Skip to content

[pkg/ottl] setting higher contexts in OTTL can result in unexpected transformations #32080

Open
@mut3

Description

Component(s)

pkg/ottl, pkg/stanza, processor/transform, receiver/filelog

What happened?

Description

We have a pipeline that uses a filelog input with some operators that set certain fields in attributes. We then have a transform processor that reads those fields to set() some Resource.attributes.
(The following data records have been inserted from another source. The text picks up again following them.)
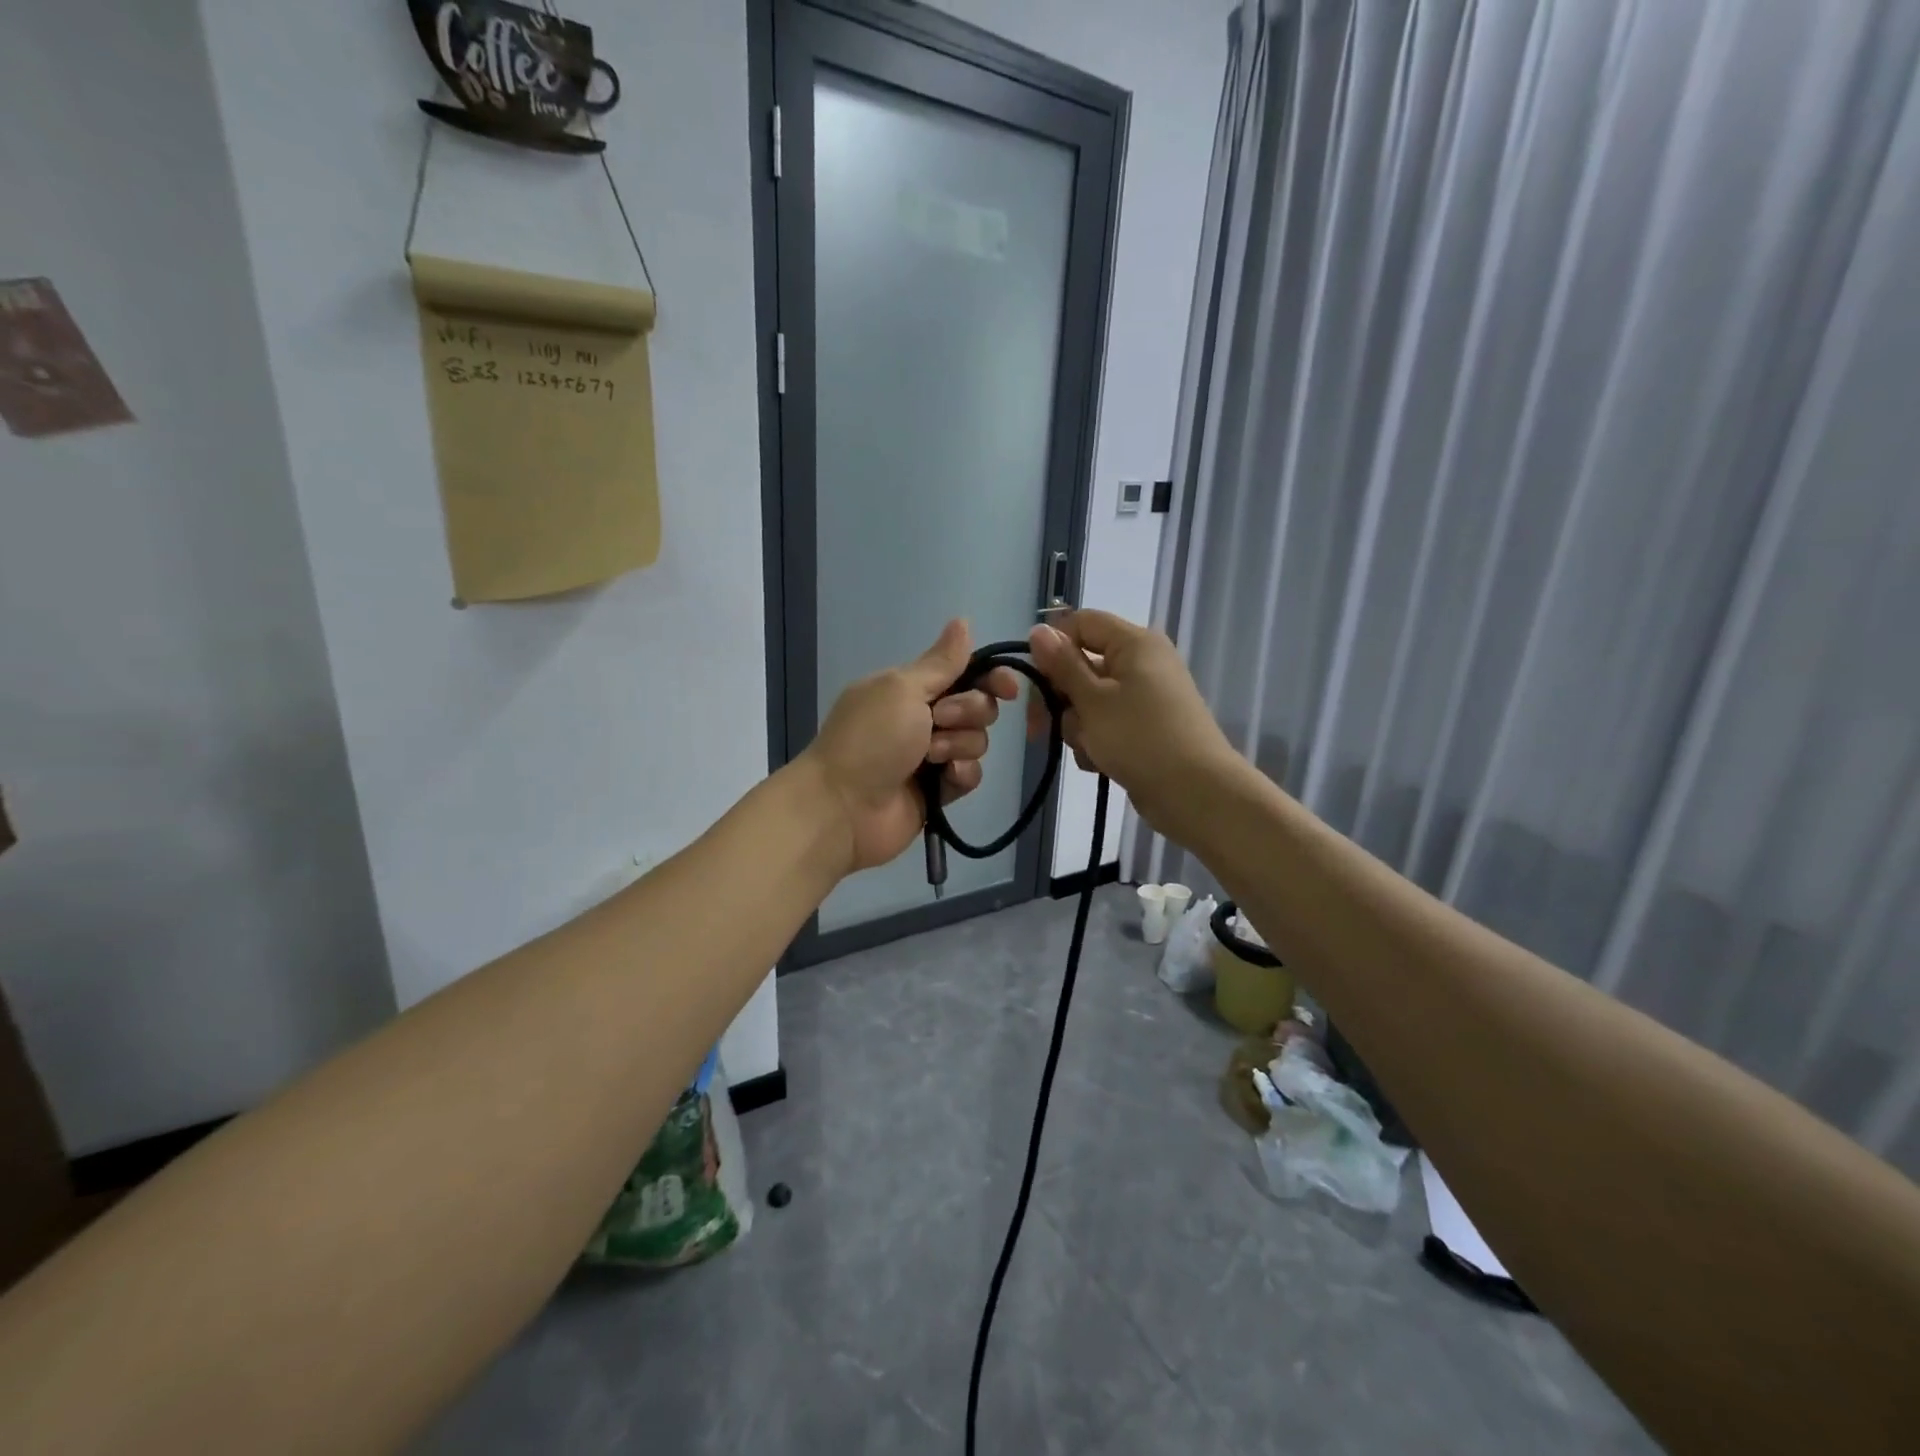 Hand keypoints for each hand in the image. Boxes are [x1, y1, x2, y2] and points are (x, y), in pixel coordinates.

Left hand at [802, 620, 1020, 873]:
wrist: (844, 807)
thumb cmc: (870, 739)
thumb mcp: (902, 689)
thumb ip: (941, 662)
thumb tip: (963, 620)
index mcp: (910, 687)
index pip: (964, 672)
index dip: (991, 677)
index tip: (1007, 688)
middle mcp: (923, 717)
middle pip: (978, 706)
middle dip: (968, 712)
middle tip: (938, 721)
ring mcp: (931, 755)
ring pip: (977, 741)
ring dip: (959, 745)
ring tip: (930, 758)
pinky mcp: (939, 790)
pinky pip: (970, 774)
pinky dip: (961, 773)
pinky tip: (945, 779)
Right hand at [1026, 610, 1237, 836]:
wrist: (1195, 793)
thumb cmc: (1139, 738)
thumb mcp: (1092, 700)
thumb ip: (1062, 664)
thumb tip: (1037, 630)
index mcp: (1134, 643)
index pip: (1081, 623)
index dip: (1053, 646)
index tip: (1032, 680)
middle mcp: (1141, 663)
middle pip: (1082, 665)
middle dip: (1061, 698)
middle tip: (1041, 726)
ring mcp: (1144, 697)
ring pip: (1089, 701)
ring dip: (1078, 727)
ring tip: (1090, 749)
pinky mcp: (1144, 728)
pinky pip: (1106, 725)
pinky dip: (1096, 742)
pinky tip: (1099, 763)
The values that get set in the resource attributes of the log appear to be from a different log as if the transform is reading from one log and writing another.

Steps to Reproduce

I do not currently have a MVC for this issue, but I will include a stripped and sanitized config that contains the core logic/entities around the bug we are seeing.

Configuration
receivers:
      filelog:
        start_at: beginning
        operators:
          # route and parse log based on formatting
          - id: get-format
            type: router
            routes:
              - expr: body matches "^\\{"
                output: parser-docker
              - expr: body matches "^[^ Z]+ "
                output: parser-crio
              - expr: body matches "^[^ Z]+Z"
                output: parser-containerd
          - id: parser-crio
            type: regex_parser
            regex: ^(?P<time>[^ Z]+) (?P<stream>stdout|stderr) (?P<logtag>[^ ]*) ?(?P<log>.*)$
            timestamp:
              layout: 2006-01-02T15:04:05.999999999Z07:00
              layout_type: gotime
              parse_from: attributes.time
          - id: crio-recombine
            type: recombine
            combine_field: attributes.log
            combine_with: ""
            is_last_entry: attributes.logtag == 'F'
            output: extract_metadata_from_filepath
            source_identifier: attributes["log.file.path"]
          - id: parser-containerd
            type: regex_parser
            regex: ^(?P<time>[^ ^Z]+Z) (?P<stream>stdout|stderr) (?P<logtag>[^ ]*) ?(?P<log>.*)$
            timestamp:
              layout: "%Y-%m-%dT%H:%M:%S.%LZ"
              parse_from: attributes.time
          - id: containerd-recombine
            type: recombine
            combine_field: attributes.log
            combine_with: ""
            is_last_entry: attributes.logtag == 'F'
            output: extract_metadata_from_filepath
            source_identifier: attributes["log.file.path"]
          - id: parser-docker
            type: json_parser
            output: extract_metadata_from_filepath
            timestamp:
              layout: "%Y-%m-%dT%H:%M:%S.%LZ"
              parse_from: attributes.time
          - id: extract_metadata_from_filepath
            parse_from: attributes["log.file.path"]
            regex: ^.*\/(?P<namespace>[^_]+)_(?P<pod_name>[^_]+)_(?P<uid>[a-f0-9\-]+)\/(?P<container_name>[^\._]+)\/(?P<restart_count>\d+)\.log$
            type: regex_parser
          # move log to body, parse to attributes
          - type: move
            from: attributes.log
            to: body
          - type: json_parser
            parse_from: body
            parse_to: attributes

processors:
      transform/attribute_moves:
        error_mode: ignore
        log_statements:
          - context: log
            statements:
              - set(attributes["log.iostream"], attributes["stream"])
              - set(resource.attributes["k8s.container.name"], attributes["container_name"])
              - set(resource.attributes["k8s.namespace.name"], attributes["namespace"])
              - set(resource.attributes["k8s.pod.name"], attributes["pod_name"])
              - set(resource.attributes["k8s.container.restart_count"], attributes["restart_count"])
              - set(resource.attributes["k8s.pod.uid"], attributes["uid"])

Expected Result

Logs where attributes["pod_name"] == resource.attributes["k8s.pod.name"] and resource.attributes["k8s.namespace.name"] == attributes["namespace"]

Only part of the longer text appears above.